From New Scientist #1355, 28th April 1983 [link]

Enigma 209

A double number slab is just two rows of squares in a rectangle, with the correct number in each square. The numbers in the top row are just 1, 2, 3, …, n. In each bottom row square is written the number of times the number above it occurs in the completed slab.

So, for instance, if n=5, you fill in the top row as shown, and in the bottom row you replace A by the number of 1’s, B by the number of 2’s, …, E by the number of 5’s in the whole slab.

Given that n is at least 4, can you say:

(a) for what value of n is it impossible to complete the slab properly?
(b) for what value of n is each second-row number less than or equal to every number to the left of it?



3 responses to “Enigma 209: Double number slab

  1. Jim Randell 25 July 2014 at 8:25 am

    This Python program runs in 47ms.

    from itertools import count
    from enigma import irange, printf
    # overall there are 2n numbers in the grid, so the sum of the numbers
    # on the bottom row must be 2n.
    def decompose(t, n, m):
      if n == 1:
        if not(t > m):
          yield [t]
        for i in irange(1, min(t - 1, m)):
          for r in decompose(t - i, n - 1, m):
            yield [i] + r
    def solve(n):
      # generate decompositions of 2n for the bottom row
      for r in decompose(2 * n, n, n + 1):
        # see if this row is consistent
        if all(x == r.count(i + 1) + 1 for (i, x) in enumerate(r)):
          yield r
    a = b = False
    n = 4
    while not(a and b):
      # count the total number of solutions, and descending solutions
      t = d = 0
      for r in solve(n):
        printf("[{n}: {r}]")
        t += 1
        if not any(y > x for (x, y) in zip(r[:-1], r[1:])): d += 1
      printf("[{n}: {t} solutions, {d} descending]")
      if not(a) and t == 0:
        printf("(a) n={n} has no solutions")
        a = True
      if not(b) and d > 0:
        printf("(b) n={n} has descending solutions")
        b = True
      n += 1

    Solution: (a) The slab cannot be completed for n=6; (b) For n=7 the second row is a descending sequence.

    In general for n > 6 there is a solution with the bottom row of the form:

    (n – 3, 3, 2, …, 2, 1, 1, 1)

    with (n – 7) 1’s in the middle.

    As can be seen all but 4 of the numbers in the bottom row are 1, hence there are n – 3 1’s overall (as required).
    There are two 2’s in the bottom row, hence 3 2’s overall.
    There is one 3 in the bottom row, hence 2 3’s overall.
    Whatever n – 3 is there is only one of it in the bottom row, hence 2 occurrences overall.
    The remaining numbers don’t appear in the bottom row, so only appear once in the overall grid.

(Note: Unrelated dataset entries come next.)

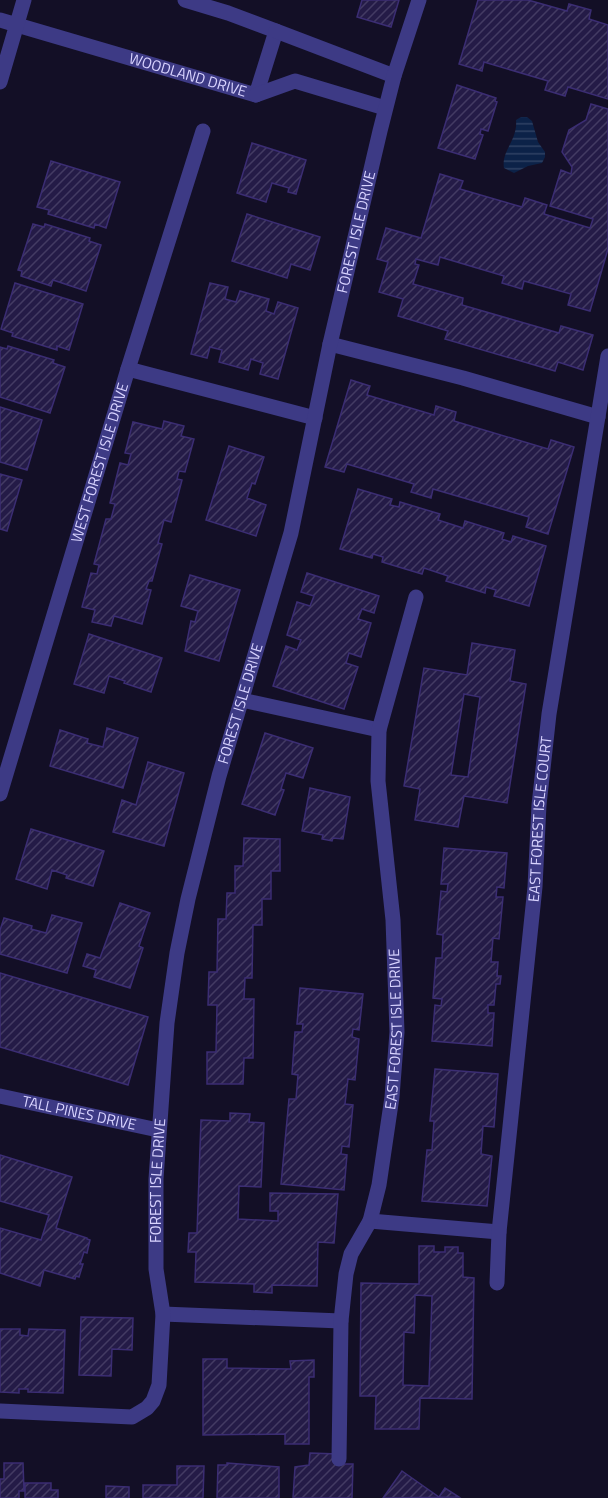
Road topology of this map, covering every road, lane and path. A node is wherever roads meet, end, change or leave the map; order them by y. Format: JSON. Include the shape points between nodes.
{"nodes":[{"id":1,"x":24,"y":0,"type":"edge"},
{"id":2,"x":185,"y":0,"type":"edge"},
{"id":3,"x":419,"y":0,"type":"edge"},
{"id":4,"x":230,"y":6,"type":"edge"},
{"id":5,"x":0,"y":20,"type":"edge"},
{"id":6,"x":17,"y":25,"type":"junction"},
{"id":7,"x":276,"y":31,"type":"junction"},
{"id":8,"x":393,"y":76,"type":"junction"},
{"id":9,"x":0,"y":82,"type":"edge"},
{"id":10,"x":256,"y":95,"type":"junction"},
{"id":11,"x":385,"y":108,"type":"junction"},
{"id":12,"x":203,"y":131,"type":"dead end"},
{"id":13,"x":330,"y":344,"type":"junction"},
{"id":14,"x":608,"y":356,"type":"edge"},
{"id":15,"x":128,"y":369,"type":"junction"},
{"id":16,"x":598,"y":417,"type":"junction"},
{"id":17,"x":315,"y":418,"type":"junction"},
{"id":18,"x":416,"y":597,"type":"dead end"},
{"id":19,"x":242,"y":700,"type":"junction"},
{"id":20,"x":380,"y":730,"type":"junction"},
{"id":21,"x":0,"y":794,"type":"edge"},
{"id":22,"x":0,"y":1096,"type":"edge"},
{"id":23,"x":158,"y":1130,"type":"junction"},
{"id":24,"x":370,"y":1221,"type":"junction"},
{"id":25,"x":499,"y":1232,"type":"junction"},
{"id":26,"x":497,"y":1283,"type":"dead end"},
{"id":27,"x":163,"y":1314,"type":"junction"},
{"id":28,"x":340,"y":1321,"type":"junction"},
{"id":29,"x":0,"y":1411,"type":"edge"},
{"id":30,"x":339,"y":1459,"type":"dead end"}],
"edges":[{"from":1,"to":6,"type":"street"},
{"from":2,"to":4,"type":"street"},
{"from":3,"to":8,"type":"street","name":"FOREST ISLE DRIVE"},
{"from":4,"to":7,"type":"street"},
{"from":5,"to":6,"type":"street","name":"WOODLAND DRIVE"},
{"from":6,"to":9,"type":"street"},
{"from":6,"to":10,"type":"street","name":"WOODLAND DRIVE"},
{"from":7,"to":8,"type":"street"},
{"from":7,"to":10,"type":"street","name":"WOODLAND DRIVE"},
{"from":8,"to":11,"type":"street","name":"FOREST ISLE DRIVE"},
{"from":10,"to":11,"type":"street","via":[[295,81]]},
{"from":11,"to":13,"type":"street","name":"FOREST ISLE DRIVE"},
{"from":12,"to":15,"type":"street","name":"WEST FOREST ISLE DRIVE"},
{"from":13,"to":16,"type":"street"},
{"from":13,"to":17,"type":"street","name":"FOREST ISLE DRIVE"},
{"from":14,"to":16,"type":"street","name":"EAST FOREST ISLE COURT"},
{"from":15,"to":17,"type":"street"},
{"from":15,"to":21,"type":"street","name":"WEST FOREST ISLE DRIVE"},
{"from":16,"to":25,"type":"street","name":"EAST FOREST ISLE COURT","via":[[549,714]]},
{"from":17,"to":19,"type":"street","name":"FOREST ISLE DRIVE","via":[[291,533]]},
{"from":18,"to":20,"type":"street","name":"EAST FOREST ISLE DRIVE"},
{"from":19,"to":20,"type":"street"},
{"from":19,"to":23,"type":"street","name":"FOREST ISLE DRIVE","via":[[216,786],[179,942]]},
{"from":20,"to":24,"type":"street","name":"EAST FOREST ISLE DRIVE","via":[[378,781],[393,920],[397,1032],[386,1148]]},
{"from":22,"to":23,"type":"street","name":"TALL PINES DRIVE"},
{"from":23,"to":27,"type":"street","name":"FOREST ISLE DRIVE","via":[[154,1227]]},
{"from":24,"to":25,"type":"street"},
{"from":24,"to":28,"type":"street","name":"EAST FOREST ISLE DRIVE","via":[[351,1254]]},
{"from":25,"to":26,"type":"street","name":"EAST FOREST ISLE COURT"},
{"from":27,"to":28,"type":"street"},
{"from":27,"to":29,"type":"street","name":"FOREST ISLE DRIVE","via":[[159,1385],[153,1401],[141,1413],[124,1418]]},
{"from":28,"to":30,"type":"street","name":"EAST FOREST ISLE DRIVE"}]}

  2. Brian Gladman 25 July 2014 at 1:37 pm
    from itertools import count
    # return partitions of 'nbr' into 'bits' bits of maximum
    # size 'max_bit' (return values in increasing order)
    def part(nbr, bits, max_bit, parts=[]):
      if bits == 0:
        if nbr == 0:
          yield parts
      elif nbr:
        for i in range(1 if not parts else parts[-1], min(nbr, max_bit) + 1):
          yield from part(nbr - i, bits - 1, max_bit, parts + [i])
    a = b = 0
    for n in count(4):
      has_sol = False
      # there are 2 * n numbers in total so the second row must have this sum
      for p in part(2 * n, n, n + 1):
        # the number of times a number occurs is one more than the number
        # of times it occurs in the second row
        cnt = [p.count(i) + 1 for i in range(1, n + 1)]
        # does this contain the same values as the partition itself?
        if sorted(cnt) == p:
          has_sol = True
          # is the second row in non-increasing order
          if cnt == sorted(cnt, reverse=True):
            b = n, cnt
        # if there is no solution for this n value
        if not has_sol:
          a = n
      if a and b:
    print('(a) n = {} is not possible.'.format(a))
    print('(b) n = {0[0]:} gives a non-increasing sequence ({0[1]:}).'.format(b))
  3. Hugh Casement 17 August 2014 at 10:03 am

    In case it’s of interest, I found no slabs for n < 4, two for n = 4 (2, 3, 2, 1 and 3, 1, 3, 1), and one for n = 5 (3, 2, 3, 1, 1).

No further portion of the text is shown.